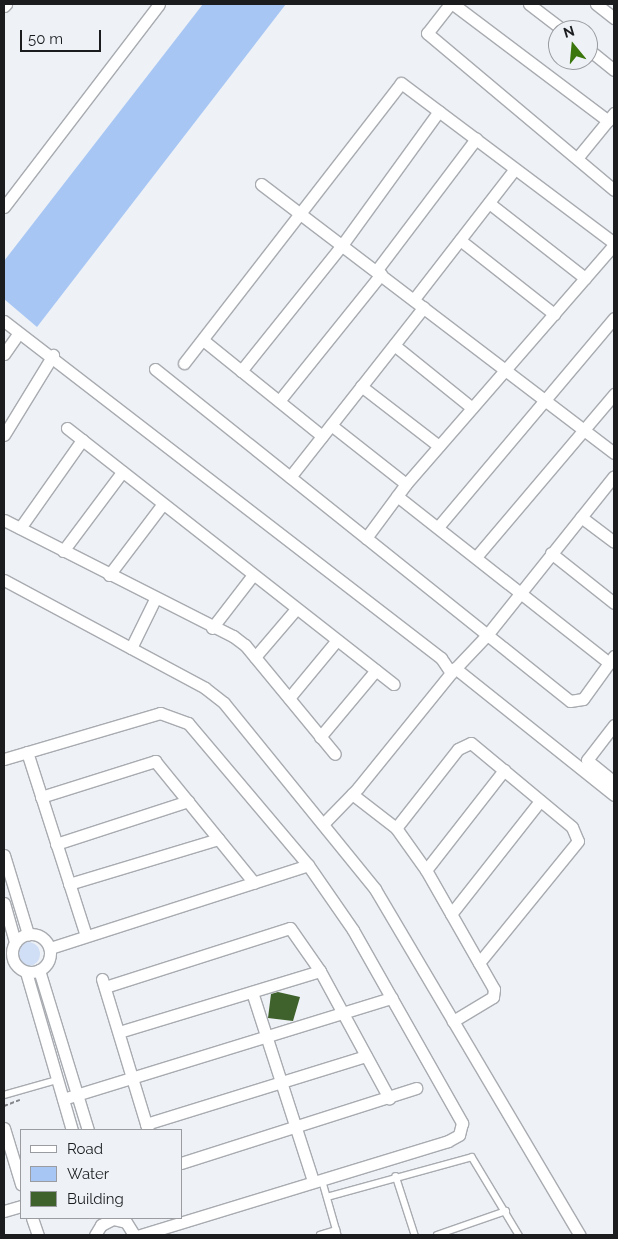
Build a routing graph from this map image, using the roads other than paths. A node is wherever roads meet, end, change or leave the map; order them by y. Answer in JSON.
{"nodes":[{"id":1,"x":159,"y":4,"type":"edge"},
{"id":2,"x":451,"y":4,"type":"edge"},
{"id":3,"x":529,"y":4,"type":"edge"},
{"id":4,"x":596,"y":4,"type":"edge"},
{"id":5,"x":614,"y":18,"type":"edge"},
{"id":6,"x":550,"y":20,"type":"edge"},
{"id":7,"x":598,"y":58,"type":"edge"},
{"id":8,"x":614,"y":70,"type":"edge"},
{"id":9,"x":439,"y":110,"type":"junction"},
{"id":10,"x":611,"y":117,"type":"edge"},
{"id":11,"x":476,"y":139,"type":"junction"},
{"id":12,"x":578,"y":157,"type":"junction"},
{"id":13,"x":514,"y":170,"type":"junction"},
{"id":14,"x":261,"y":184,"type":"dead end"},
{"id":15,"x":614,"y":190,"type":"edge"},
{"id":16,"x":489,"y":203,"type":"junction"},
{"id":17,"x":4,"y":207,"type":"edge"},
{"id":18,"x":300,"y":214,"type":"junction"},
{"id":19,"x":460,"y":240,"type":"junction"},
{"id":20,"x":342,"y":244,"type":"junction"},
{"id":21,"x":614,"y":244,"type":"edge"},
{"id":22,"x":379,"y":272,"type":"junction"},
{"id":23,"x":585,"y":278,"type":"junction"},
{"id":24,"x":414,"y":299,"type":"junction"},
{"id":25,"x":424,"y":307,"type":"junction"},
{"id":26,"x":554,"y":314,"type":"junction"},
{"id":27,"x":614,"y":318,"type":"edge"},
{"id":28,"x":4,"y":320,"type":"edge"},
{"id":29,"x":18,"y":334,"type":"junction"},
{"id":30,"x":203,"y":340,"type":"junction"},
{"id":31,"x":394,"y":345,"type":"junction"},
{"id":32,"x":4,"y":354,"type":"edge"},
{"id":33,"x":53,"y":355,"type":"junction"},
{"id":34,"x":184,"y":363,"type":"dead end"},
{"id":35,"x":155,"y":369,"type":"dead end"},
{"id":36,"x":506,"y":369,"type":"junction"},
{"id":37,"x":241,"y":370,"type":"junction"},
{"id":38,"x":361,"y":386,"type":"junction"},
{"id":39,"x":614,"y":394,"type":"edge"},
{"id":40,"x":279,"y":401,"type":"junction"},
{"id":41,"x":546,"y":401,"type":"junction"},
{"id":42,"x":472,"y":408,"type":"junction"},
{"id":43,"x":330,"y":425,"type":"junction"},
{"id":44,"x":67,"y":428,"type":"dead end"},
{"id":45,"x":584,"y":430,"type":"junction"},
{"id":46,"x":4,"y":435,"type":"edge"},
{"id":47,"x":322,"y":436,"type":"junction"},
{"id":48,"x":82,"y":440,"type":"junction"},
{"id":49,"x":439,"y":446,"type":"junction"},
{"id":50,"x":614,"y":453,"type":"edge"},
{"id":51,"x":122,"y":472,"type":"junction"},
{"id":52,"x":614,"y":476,"type":"edge"},
{"id":53,"x":290,"y":477,"type":"junction"},
{"id":54,"x":406,"y":484,"type":"junction"},
{"id":55,"x":398,"y":496,"type":"junction"},
{"id":56,"x":162,"y":505,"type":"junction"},
{"id":57,"x":581,"y":516,"type":"junction"},
{"id":58,"x":4,"y":520,"type":"edge"},
{"id":59,"x":438,"y":527,"type":"junction"},
{"id":60,"x":20,"y":528,"type":"junction"},
{"id":61,"x":366,"y":538,"type":"junction"},
{"id":62,"x":614,"y":542,"type":"edge"},
{"id":63,"x":63,"y":551,"type":"junction"},
{"id":64,"x":551,"y":554,"type":"junction"},
{"id":65,"x":476,"y":557,"type":"junction"},
{"id":66,"x":109,"y":575,"type":"junction"},
{"id":67,"x":253,"y":575,"type":"junction"},
{"id":68,"x":4,"y":580,"type":"edge"},
{"id":69,"x":518,"y":593,"type":"junction"},
{"id":70,"x":155,"y":600,"type":"junction"},
{"id":71,"x":614,"y":603,"type":"edge"},
{"id":72,"x":296,"y":608,"type":"junction"},
{"id":73,"x":212,"y":628,"type":"junction"},
{"id":74,"x":487,"y":636,"type":"junction"},
{"id":75,"x":337,"y":640,"type":"junction"},
{"id":76,"x":131,"y":648,"type":"junction"},
{"id":77,"x":255,"y":657,"type":"junction"},
{"id":78,"x":612,"y":660,"type":"edge"},
{"id":79,"x":376,"y":670,"type":"junction"},
{"id":80,"x":453,"y":671,"type":"junction"},
{"id":81,"x":393,"y":684,"type":"dead end"},
{"id":82,"x":288,"y":698,"type":"junction"},
{"id":83,"x":614,"y":725,"type":"edge"},
{"id":84,"x":320,"y":737,"type":"junction"},
{"id":85,"x":27,"y":752,"type":"junction"},
{"id":86,"x":335,"y":754,"type":"dead end"},
{"id":87,"x":4,"y":759,"type":"edge"},
{"id":88,"x":504,"y":770,"type":"junction"},
{"id":89,"x":614,"y":782,"type":"edge"},
{"id":90,"x":352,"y":794,"type":"junction"},
{"id":91,"x":614,"y":795,"type":"edge"},
{"id":92,"x":41,"y":797,"type":"junction"},
{"id":93,"x":540,"y":801,"type":"junction"},
{"id":94,"x":188,"y":802,"type":"junction"},
{"id":95,"x":324,"y":823,"type":"junction"},
{"id":96,"x":396,"y":828,"type":"junction"},
{"id":97,"x":218,"y":839,"type":"junction"},
{"id":98,"x":56,"y":844,"type":"junction"},
{"id":99,"x":4,"y":855,"type":"edge"},
{"id":100,"x":308,"y":865,"type":"junction"},
{"id":101,"x":426,"y":870,"type":"junction"},
{"id":102,"x":254,"y":883,"type":"junction"},
{"id":103,"x":69,"y":884,"type":"junction"},
{"id":104,"x":4,"y":902,"type":"edge"},
{"id":105,"x":451,"y":914,"type":"junction"},
{"id":106,"x":28,"y":934,"type":"junction"},
{"id":107,"x":86,"y":936,"type":"junction"},
{"id":108,"x":15,"y":942,"type":"junction"},
{"id":109,"x":50,"y":948,"type":"junction"},
{"id":110,"x":8,"y":961,"type":"edge"},
{"id":111,"x":480,"y":963,"type":"junction"},
{"id":112,"x":40,"y":970,"type":"junction"},
{"id":113,"x":320,"y":971,"type":"junction"},
{"id":114,"x":26,"y":972,"type":"junction"},
{"id":115,"x":252,"y":992,"type":"junction"},
{"id":116,"x":392,"y":998,"type":"junction"},
{"id":117,"x":342,"y":1014,"type":"junction"},
{"id":118,"x":453,"y":1021,"type":"junction"},
{"id":119,"x":118,"y":1032,"type":"junction"},
{"id":120,"x":266,"y":1036,"type":"junction"},
{"id":121,"x":366,"y":1056,"type":"junction"},
{"id":122,"x":132,"y":1076,"type":"junction"},
{"id":123,"x":58,"y":1080,"type":"junction"},
{"id":124,"x":281,"y":1083,"type":"junction"},
{"id":125,"x":416,"y":1088,"type":"dead end"},
{"id":126,"x":4,"y":1095,"type":"edge"},
{"id":127,"x":78,"y":1095,"type":"junction"},
{"id":128,"x":389,"y":1098,"type":"junction"},
{"id":129,"x":63,"y":1099,"type":"junction"},
{"id":130,"x":147,"y":1127,"type":"edge"},
{"id":131,"x":295,"y":1127,"type":"junction"},
{"id":132,"x":4,"y":1128,"type":"edge"},
{"id":133,"x":72,"y":1129,"type":"edge"},
{"id":134,"x":88,"y":1129,"type":"edge"},
{"id":135,"x":8,"y":1159,"type":"edge"},
{"id":136,"x":182,"y":1162,"type":"edge"},
{"id":137,"x":396,"y":1176,"type":"junction"},
{"id":138,"x":317,"y":1180,"type":"junction"},
{"id":139,"x":20,"y":1182,"type":"edge"},
{"id":140,"x":327,"y":1197,"type":"junction"},
{"id":141,"x":20,"y":1206,"type":"edge"},
{"id":142,"x":4,"y":1211,"type":"edge"},
{"id":143,"x":506,"y":1211,"type":"junction"},
{"id":144,"x":32,"y":1219,"type":"edge"},
{"id":145,"x":115,"y":1219,"type":"edge"},
{"id":146,"x":98,"y":1226,"type":"edge"},
{"id":147,"x":337,"y":1233,"type":"edge"},
{"id":148,"x":38,"y":1235,"type":"edge"},
{"id":149,"x":134,"y":1235,"type":"edge"},
{"id":150,"x":140,"y":1235,"type":"edge"},
{"id":151,"x":320,"y":1235,"type":"edge"},
{"id":152,"x":415,"y":1235,"type":"edge"},
{"id":153,"x":437,"y":1235,"type":"edge"},
{"id":154,"x":519,"y":1235,"type":"edge"},
{"id":155,"x":580,"y":1235,"type":"edge"}],
"edges":[{"from":1,"to":17,"type":"street"},
{"from":2,"to":10,"type":"street"},
{"from":2,"to":12,"type":"street"},
{"from":3,"to":6,"type":"street"},
{"from":4,"to":5,"type":"street"},
{"from":7,"to":8,"type":"street"},
{"from":9,"to":11,"type":"street"},
{"from":9,"to":18,"type":"street"},
{"from":9,"to":20,"type":"street"},
{"from":10,"to":12,"type":"street"},
{"from":11,"to":13,"type":"street"},
{"from":11,"to":22,"type":"street"},
{"from":12,"to":15,"type":"street"},
{"from":13,"to":16,"type":"street"},
{"from":13,"to":21,"type":"street"},
{"from":14,"to":18,"type":"street"},
{"from":16,"to":19,"type":"street"},
{"from":16,"to":23,"type":"street"},
{"from":18,"to":20,"type":"street"},
{"from":18,"to":30,"type":"street"},
{"from":19,"to":24,"type":"street"},
{"from":19,"to":26,"type":"street"},
{"from":20,"to":22,"type":"street"},
{"from":20,"to":37,"type":"street"},
{"from":21,"to":23,"type":"street"},
{"from":22,"to":24,"type":"street"},
{"from":22,"to":40,"type":"street"},
{"from":23,"to":26,"type":"street"},
{"from":24,"to":25,"type":"street"},
{"from":25,"to":31,"type":"street"},
{"from":25,"to":36,"type":"street"},
{"from":26,"to":36,"type":"street"},
{"from":27,"to":41,"type":"street"},
{"from":28,"to":29,"type":"street"},
{"from":29,"to":32,"type":"street"},
{"from":29,"to":33,"type":"street"},
{"from":30,"to":34,"type":"street"},
{"from":30,"to":37,"type":"street"},
{"from":31,"to":38,"type":"street"},
{"from":31,"to":42,"type":"street"},
{"from":33,"to":46,"type":"street"},
{"from":33,"to":80,"type":"street"},
{"from":35,"to":53,"type":"street"},
{"from":36,"to":41,"type":"street"},
{"from":36,"to":42,"type":"street"},
{"from":37,"to":40,"type":"street"},
{"from":38,"to":43,"type":"street"},
{"from":38,"to":49,"type":"street"},
{"from":39,"to":45,"type":"street"},
{"from":40,"to":47,"type":"street"},
{"from":41,"to":45,"type":"street"},
{"from":41,"to":59,"type":"street"},
{"from":42,"to":49,"type":"street"},
{"from":43,"to":47,"type":"street"},
{"from":43,"to":54,"type":"street"},
{"from":44,"to":48,"type":"street"},
{"from":45,"to":50,"type":"street"},
{"from":45,"to":65,"type":"street"},
{"from":47,"to":53,"type":"street"},
{"from":48,"to":51,"type":"street"},
{"from":48,"to":60,"type":"street"},
{"from":49,"to":54,"type":"street"},
{"from":51,"to":56,"type":"street"},
{"from":51,"to":63,"type":"street"},
{"from":52,"to":57,"type":"street"},
{"from":53,"to":61,"type":"street"},
{"from":54,"to":55,"type":"street"},
{"from":55,"to":59,"type":"street"},
{"from":55,"to":61,"type":"street"},
{"from":56,"to":66,"type":"street"},
{"from":56,"to":67,"type":"street"},
{"from":57,"to":62,"type":"street"},
{"from":57,"to":64,"type":"street"},
{"from":58,"to":60,"type":"street"},
{"from":59,"to":65,"type":"street"},
{"from":60,"to":63,"type":"street"},
{"from":61,"to":74,"type":"street"},
{"from":63,"to":66,"type":"street"},
{"from":64,"to":69,"type":"street"},
{"from":64,"to":71,"type":"street"},
{"from":65,"to":69,"type":"street"},
{"from":66,"to":70,"type":"street"},
{"from":67,"to":72,"type":"street"},
{"from":67,"to":73,"type":"street"},
{"from":68,"to":76,"type":"street"},
{"from":69,"to":74,"type":"street"},
{"from":69,"to":78,"type":"street"},
{"from":70,"to":73,"type":"street"},
{"from":70,"to":76,"type":"street"},
{"from":72,"to":75,"type":"street"},
{"from":72,"to":77,"type":"street"},
{"from":73,"to":77,"type":"street"},
{"from":74,"to":78,"type":"street"},
{"from":74,"to":80,"type":"street"},
{"from":75,"to":79,"type":"street"},
{"from":75,"to":82,"type":"street"},
{"from":76,"to":95,"type":"street"},
{"from":77,"to":82,"type":"street"},
{"from":79,"to":81,"type":"street"},
{"from":79,"to":84,"type":"street"},
{"from":80,"to":90,"type":"street"},
{"from":80,"to":91,"type":"street"},
{"from":82,"to":84,"type":"street"},
{"from":83,"to":89,"type":"street"},
{"from":84,"to":86,"type":"street"},
{"from":85,"to":87,"type":"street"},
{"from":85,"to":92,"type":"street"},
{"from":85,"to":100,"type":"street"},
{"from":88,"to":93,"type":"street"},
{"from":88,"to":96,"type":"street"},
{"from":88,"to":101,"type":"street"},
{"from":90,"to":95,"type":"street"},
{"from":90,"to":96,"type":"street"},
{"from":92,"to":94,"type":"street"},
{"from":92,"to":98,"type":"street"},
{"from":93,"to":105,"type":"street"},
{"from":93,"to":111,"type":"street"},
{"from":94,"to":97,"type":"street"},
{"from":94,"to":98,"type":"street"},
{"from":95,"to":118,"type":"street"},
{"from":96,"to":101,"type":"street"},
{"from":97,"to":102,"type":"street"},
{"from":97,"to":103,"type":"street"},
{"from":98,"to":103,"type":"street"},
{"from":99,"to":106,"type":"street"},
{"from":100,"to":102,"type":"street"},
{"from":100,"to":116,"type":"street"},
{"from":101,"to":105,"type":"street"},
{"from":102,"to":107,"type":"street"},
{"from":103,"to":107,"type":"street"},
{"from":104,"to":108,"type":"street"},
{"from":105,"to":111,"type":"street"},
{"from":106,"to":108,"type":"street"},
{"from":106,"to":109,"type":"street"},
{"from":107,"to":109,"type":"street"},
{"from":108,"to":110,"type":"street"},
{"from":109,"to":112,"type":"street"},
{"from":110,"to":114,"type":"street"},
{"from":111,"to":118,"type":"street"},
{"from":112,"to":114,"type":"street"},
{"from":112,"to":127,"type":"street"},
{"from":113,"to":115,"type":"street"},
{"from":113,"to":117,"type":"street"},
{"from":113,"to":119,"type":"street"},
{"from":114,"to":123,"type":"street"},
{"from":115,"to":119,"type":"street"},
{"from":115,"to":120,"type":"street"},
{"from":116,"to":117,"type":"street"},
{"from":116,"to":138,"type":"street"},
{"from":117,"to":120,"type":"street"},
{"from":117,"to":121,"type":"street"},
{"from":118,"to":155,"type":"street"},
{"from":119,"to":122,"type":"street"},
{"from":120,"to":122,"type":"street"},
{"from":120,"to":124,"type":"street"},
{"from":121,"to":124,"type":"street"},
{"from":121,"to":128,"type":"street"},
{"from":122,"to":127,"type":"street"},
{"from":122,"to":130,"type":"street"},
{"from":123,"to":126,"type":"lane"},
{"from":123,"to":129,"type":"street"},
{"from":124,"to":130,"type":"street"},
{"from":124,"to":131,"type":"street"},
{"from":125,"to":128,"type":"street"},
{"from":127,"to":129,"type":"street"},
{"from":127,"to":134,"type":"street"},
{"from":128,"to":131,"type":"street"},
{"from":129,"to":133,"type":"street"},
{"from":131,"to":136,"type":"street"},
{"from":131,"to":138,"type":"street"},
{"from":132,"to":135,"type":"street"},
{"from":135,"to":139,"type":"street"},
{"from":137,"to":140,"type":"lane"},
{"from":137,"to":143,"type":"lane"},
{"from":137,"to":152,"type":"lane"},
{"from":138,"to":140,"type":"lane"},
{"from":138,"to":150,"type":"street"},
{"from":140,"to":147,"type":"lane"},
{"from":141,"to":142,"type":"street"},
{"from":143,"to":153,"type":"lane"},
{"from":143,"to":154,"type":"lane"},
{"from":144,"to":148,"type":"street"},
{"from":145,"to":146,"type":"street"},
{"from":145,"to":149,"type":"street"},
{"from":147,"to":151,"type":"lane"}]}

→ **Work required**
Return the number of lines containing the word "dead" in these records, with no additional output.

→ **Problem solution**
7